BCG Vaccination Potentially Modulates the Transcriptome of Infant CD4 T Cells in Addition to Age-Dependent Immune Ontogeny-Associated Changes.

BACKGROUND

The Bacille Calmette-Guérin (BCG) vaccine is part of the Extended Programme on Immunization (EPI) and as such is generally administered at birth. The global introduction of BCG not only protected many vaccinated infants against severe complications of tuberculosis but also resulted in markedly reduced overall childhood mortality. Studies in human adults determined that BCG vaccination induces epigenetic reprogramming of innate immune cells (also known as trained immunity) and can also enhance T cell responses to both mycobacterial and non-mycobacterial antigens.

GOAL AND METHODS

The current study tested the hypothesis that BCG immunization similarly impacts the functionally distinct infant immune system.

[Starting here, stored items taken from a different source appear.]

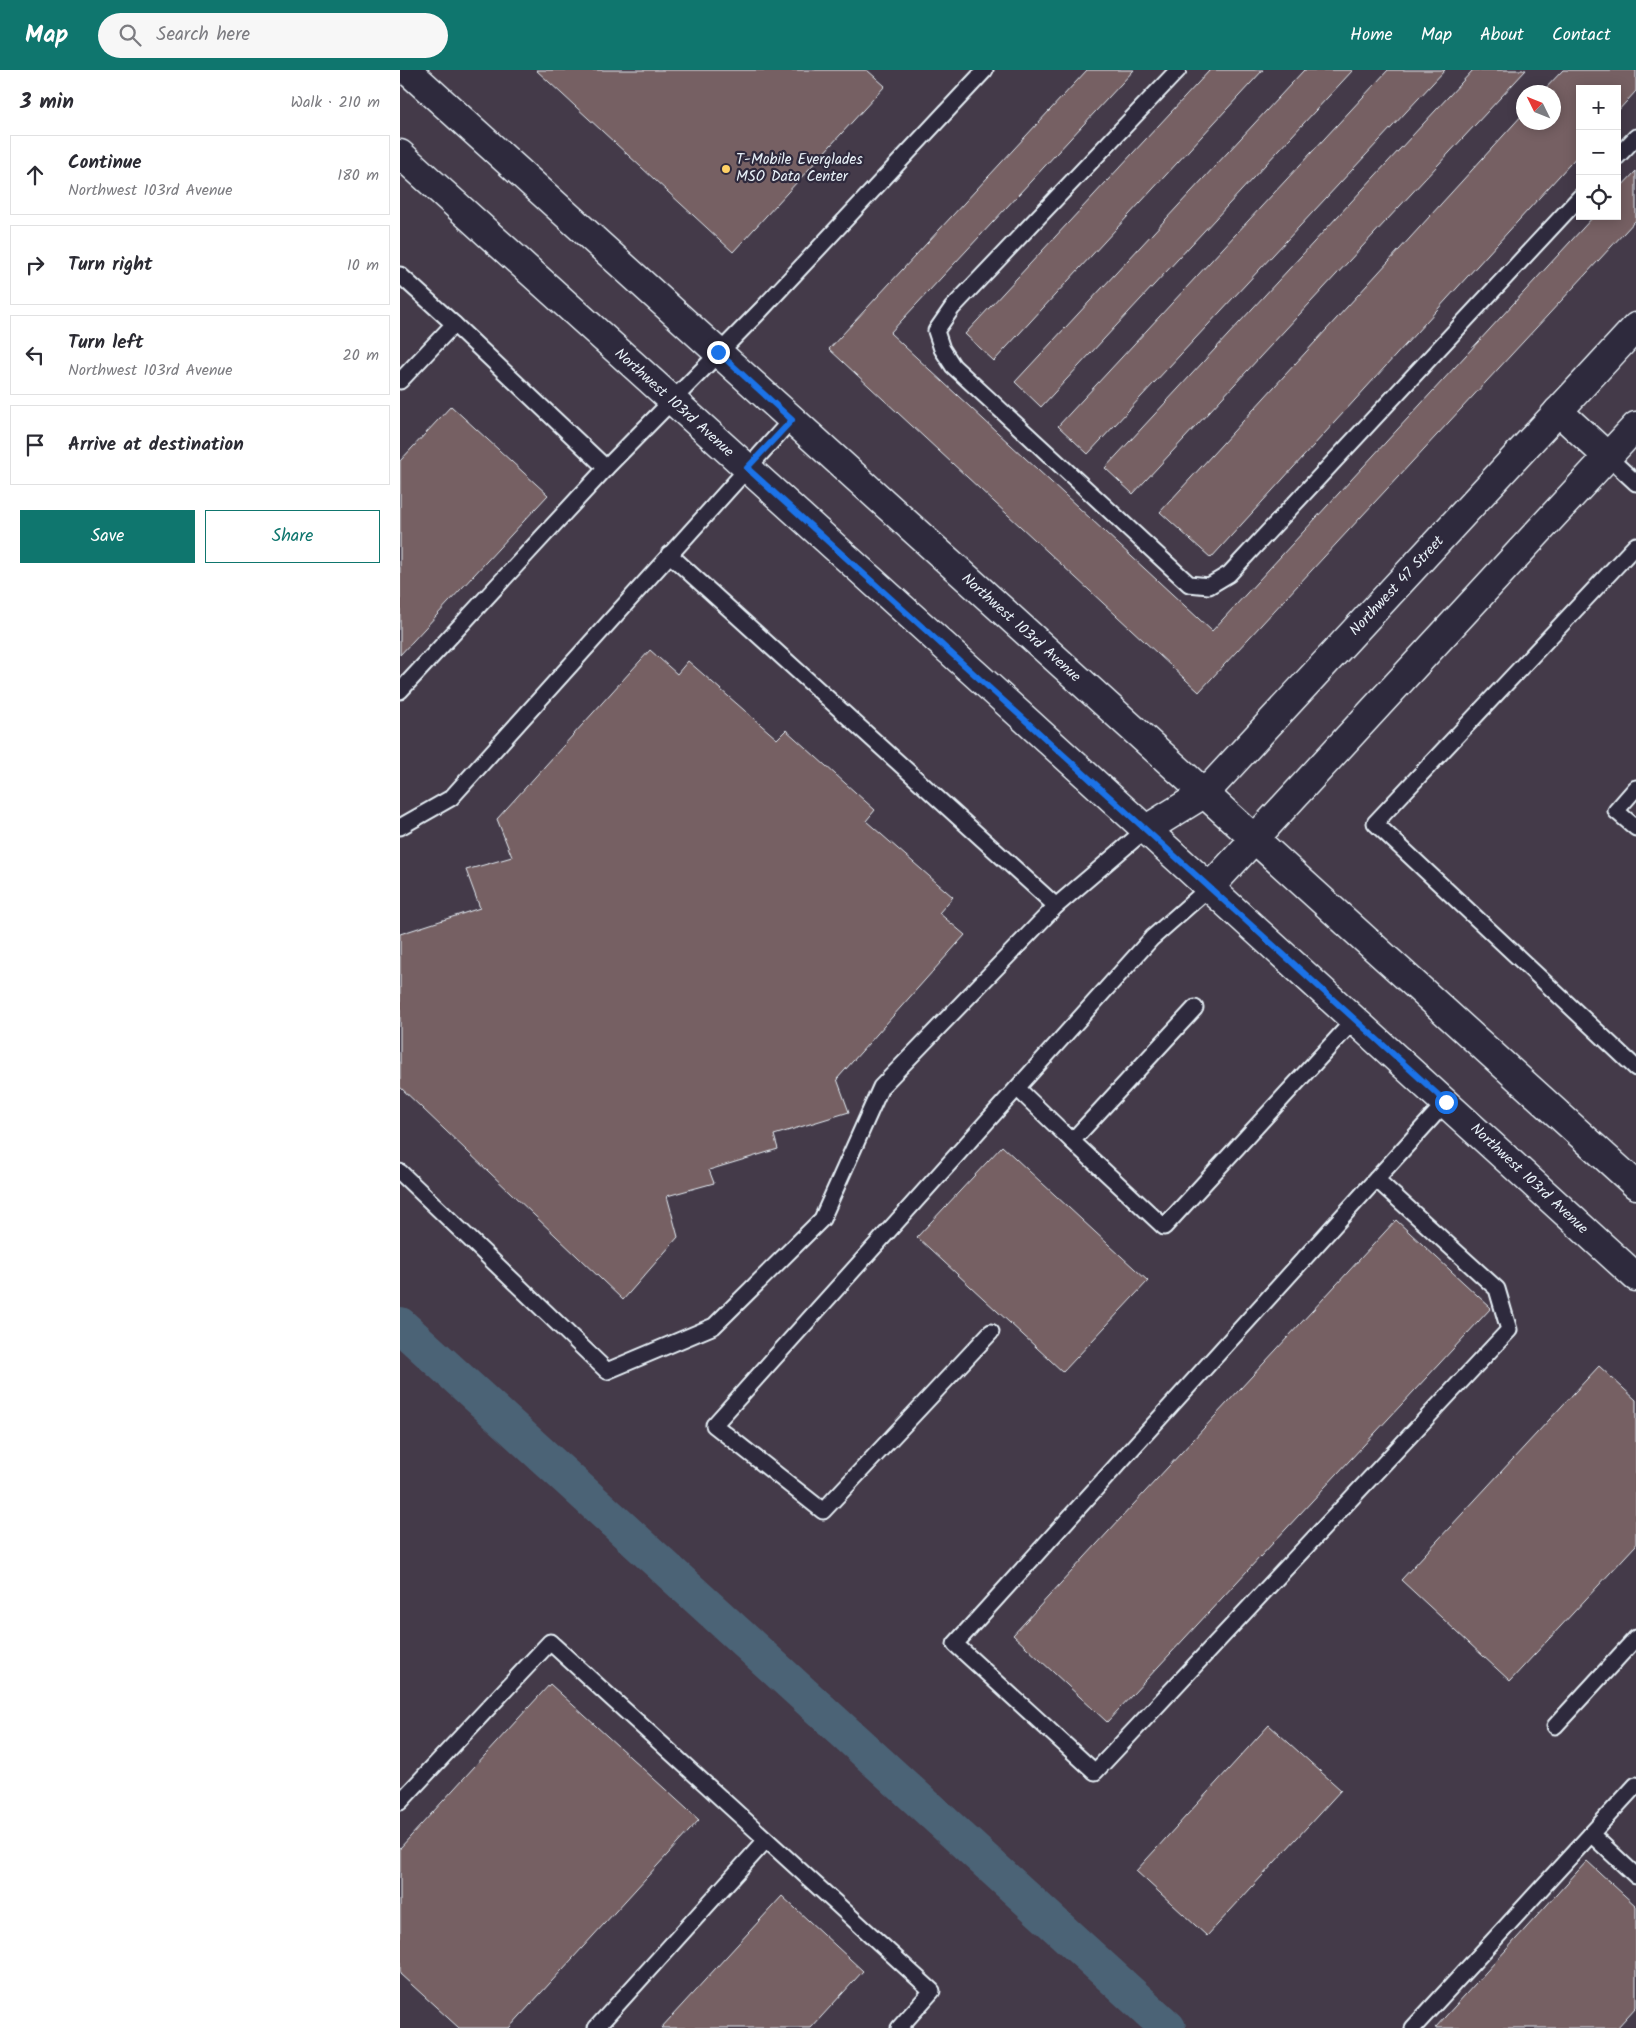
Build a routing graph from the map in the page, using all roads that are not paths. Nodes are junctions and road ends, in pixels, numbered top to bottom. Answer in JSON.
{"nodes":[{"id":1,"x":407,"y":70,"type":"edge"},
{"id":2,"x":985,"y":70,"type":"edge"},
{"id":3,"x":1178,"y":70,"type":"edge"},
{"id":4,"x":1636,"y":137,"type":"edge"},
{"id":5,"x":1621,"y":153,"type":"edge"},
{"id":6,"x":400,"y":154,"type":"edge"},
{"id":7,"x":1576,"y":201,"type":"edge"},
{"id":8,"x":400,"y":275,"type":"edge"},
{"id":9,"x":454,"y":324,"type":"junction"},
{"id":10,"x":1636,"y":326,"type":"edge"},
{"id":11,"x":718,"y":352,"type":"junction"},
{"id":12,"x":400,"y":382,"type":"edge"},
{"id":13,"x":672,"y":400,"type":"junction"},
{"id":14,"x":1558,"y":411,"type":"junction"},
{"id":15,"x":792,"y":420,"type":"junction"},
{"id":16,"x":1636,"y":426,"type":"edge"},
{"id":17,"x":1608,"y":457,"type":"junction"},
{"id":18,"x":606,"y":468,"type":"junction"},
{"id":19,"x":747,"y":468,"type":"junction"},
{"id":20,"x":1636,"y":483,"type":"edge"},
{"id":21,"x":1636,"y":545,"type":"edge"},
{"id":22,"x":669,"y":554,"type":"junction"},
{"id":23,"x":400,"y":691,"type":"edge"},
{"id":24,"x":1636,"y":788,"type":"edge"},
{"id":25,"x":1205,"y":793,"type":"junction"},
{"id":26,"x":400,"y":827,"type":"edge"},
{"id":27,"x":1636,"y":828,"type":"edge"},
{"id":28,"x":1145,"y":830,"type":"junction"},
{"id":29,"x":1254,"y":839,"type":"junction"},
{"id":30,"x":1210,"y":887,"type":"junction"},
{"id":31,"x":1056,"y":906,"type":"junction"},
{"id":32,"x":1196,"y":1008,"type":"dead end"},
{"id":33,"x":1355,"y":1019,"type":"junction"},
{"id":34,"x":1636,"y":1068,"type":"edge"},
{"id":35,"x":1017,"y":1088,"type":"junction"},
{"id":36,"x":1446,"y":1102,"type":"junction"},
{"id":37,"x":1072,"y":1141,"type":"junction"},
{"id":38,"x":400,"y":1172,"type":"edge"},
{"id":39,"x":1376,"y":1179,"type":"junction"},
{"id":40,"x":1636,"y":1184,"type":"edge"},
{"id":41,"x":1636,"y":1277,"type":"edge"},
{"id":42,"x":991,"y":1332,"type":"dead end"},
{"id":43,"x":1636,"y":1638,"type":"edge"},
{"id":44,"x":1556,"y":1726,"type":"dead end"},
{"id":45,"x":1636,"y":1785,"type":"edge"},
{"id":46,"x":400,"y":1802,"type":"edge"},
{"id":47,"x":1591,"y":1834,"type":"junction"},
{"id":48,"x":766,"y":1840,"type":"junction"},
{"id":49,"x":1636,"y":1876,"type":"edge"},
{"id":50,"x":596,"y":2028,"type":"edge"},
{"id":51,"x":899,"y":2028,"type":"edge"},
{"id":52,"x":1413,"y":2028,"type":"edge"}],
"edges":[{"from":1,"to":11,"type":"street","name":"Northwest 103rd Avenue"},
{"from":2,"to":11,"type":"lane"},
{"from":3,"to":7,"type":"lane"},
{"from":4,"to":5,"type":"lane"},
{"from":6,"to":13,"type":"street","name":"Northwest 103rd Avenue"},
{"from":8,"to":9,"type":"lane"},
{"from":9,"to":12,"type":"lane"},
{"from":9,"to":18,"type":"lane"},
{"from":10,"to":14,"type":"street","name":"Northwest 47 Street"},
{"from":11,"to":13,"type":"lane"},
{"from":11,"to":15,"type":"street","name":"Northwest 103rd Avenue"},
{"from":13,"to":18,"type":"lane"},
{"from":13,"to":19,"type":"street","name":"Northwest 103rd Avenue"},
{"from":14,"to":17,"type":"street"},
{"from":14,"to":25,"type":"street","name":"Northwest 47 Street"},
{"from":15,"to":19,"type":"lane"},
{"from":15,"to":25,"type":"street","name":"Northwest 103rd Avenue"},
{"from":16,"to":17,"type":"street"},
{"from":17,"to":20,"type":"lane"},
{"from":17,"to":29,"type":"street"},
{"from":18,"to":23,"type":"lane"},
{"from":19,"to":22,"type":"lane"},
{"from":19,"to":28,"type":"street","name":"Northwest 103rd Avenue"},
{"from":21,"to":34,"type":"lane"},
{"from":22,"to":26,"type":"lane"},
{"from":22,"to":31,"type":"lane"},
{"from":24,"to":27,"type":"lane"},
{"from":25,"to":28,"type":"street","name":"Northwest 47 Street"},
{"from":25,"to":29,"type":"street","name":"Northwest 103rd Avenue"},
{"from":28,"to":30,"type":"street","name":"Northwest 103rd Avenue"},
{"from":28,"to":31,"type":"lane"},
{"from":29,"to":30,"type":"street"},
{"from":29,"to":40,"type":"street","name":"Northwest 103rd Avenue"},
{"from":30,"to":33,"type":"street","name":"Northwest 103rd Avenue"},
{"from":30,"to":35,"type":"lane"},
{"from":31,"to":38,"type":"lane"},
{"from":32,"to":37,"type":"lane"},
{"from":33,"to":36,"type":"street","name":"Northwest 103rd Avenue"},
{"from":33,"to":37,"type":"lane"},
{"from":35,"to":37,"type":"lane"},
{"from":35,"to":42,"type":"lane"},
{"from":36,"to":39,"type":"lane"},
{"from":36,"to":41,"type":"street","name":"Northwest 103rd Avenue"},
{"from":39,"to":39,"type":"lane"},
{"from":43,"to":44,"type":"lane"},
{"from":45,"to":47,"type":"lane"},
{"from":46,"to":48,"type":"lane"},
{"from":47,"to":49,"type":"lane"},
{"from":47,"to":52,"type":"lane"},
{"from":48,"to":50,"type":"lane"},
{"from":48,"to":51,"type":"lane"}]}
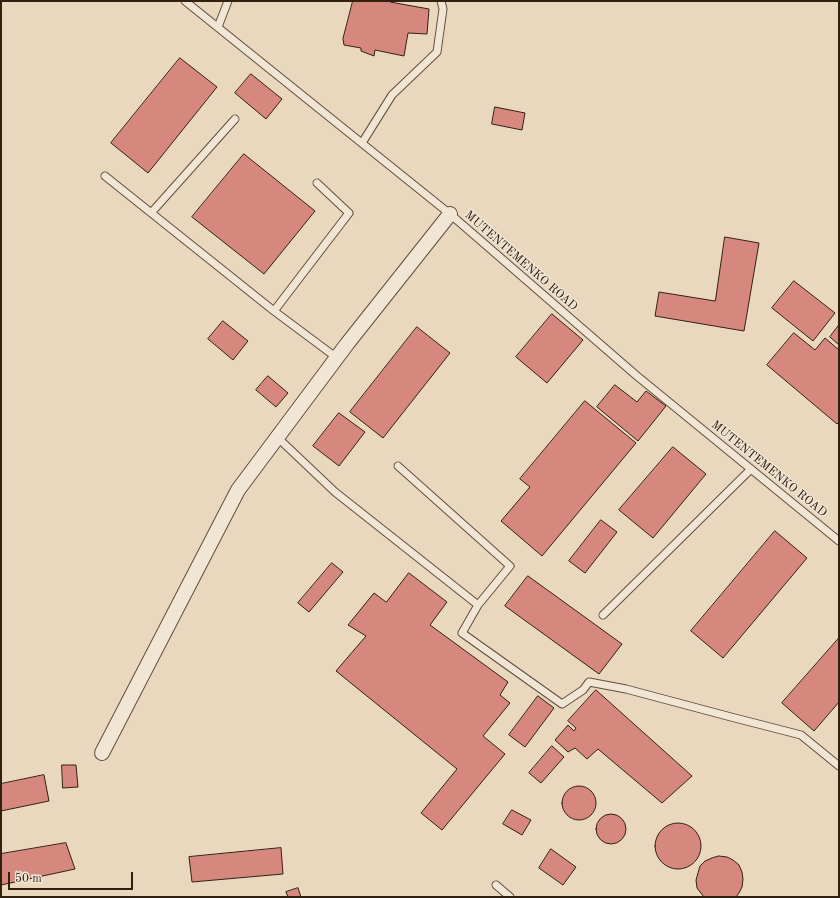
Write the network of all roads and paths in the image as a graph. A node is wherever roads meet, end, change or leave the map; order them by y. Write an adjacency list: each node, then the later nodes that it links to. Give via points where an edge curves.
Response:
1 (185, 1): 4 (lane, MUTENTEMENKO ROAD)
2 (228, 1): 4 (lane)
3 (441, 1): 6 (lane, via 443,9 437,52 392,95)
4 (218, 27): 6 (lane, MUTENTEMENKO ROAD)
5 (235, 119): 9 (lane)
6 (362, 143): 10 (lane, MUTENTEMENKO ROAD)
7 (105, 176): 9 (lane)
8 (317, 183): 11 (lane, via 349,213)
9 (151, 213): 11 (lane)
10 (450, 214): 12 (street); 15 (lane, MUTENTEMENKO ROAD, via 637,376)
11 (274, 311): 12 (lane)
12 (337, 358): 13 (street)
13 (277, 437): 17 (lane, via 336,492); 19 (street, via 238,490)
14 (398, 466): 17 (lane, via 510,566)
15 (751, 469): 16 (lane, MUTENTEMENKO ROAD); 18 (lane)
16 (839, 541)
17 (478, 605): 20 (lane, via 462,633 562,704 583,690 589,682 626,688 801,734)
18 (603, 615)
19 (102, 753)
20 (839, 766)
21 (496, 885): 22 (lane)
22 (510, 897)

Towards this goal, we applied RNA sequencing to assess transcriptome changes in circulating CD4 T cells of Malawian infants prior to and 2 to 13 weeks after BCG immunization.

RESULTS

In the first three months of life, transcriptome changes of infant CD4 T cells implied a functional shift towards T helper 1 and Th17 immunity. Vaccination with BCG resulted in additional modulation of the CD4 T cell transcriptome and differentially expressed genes could be linked to metabolomic function.

CONCLUSIONS

These findings are consistent with data reported in BCG vaccinated adults and contribute to the understanding of molecular changes in infant CD4 T cells that may explain the improved capacity of the infant immune system to respond to pathogens after BCG vaccination.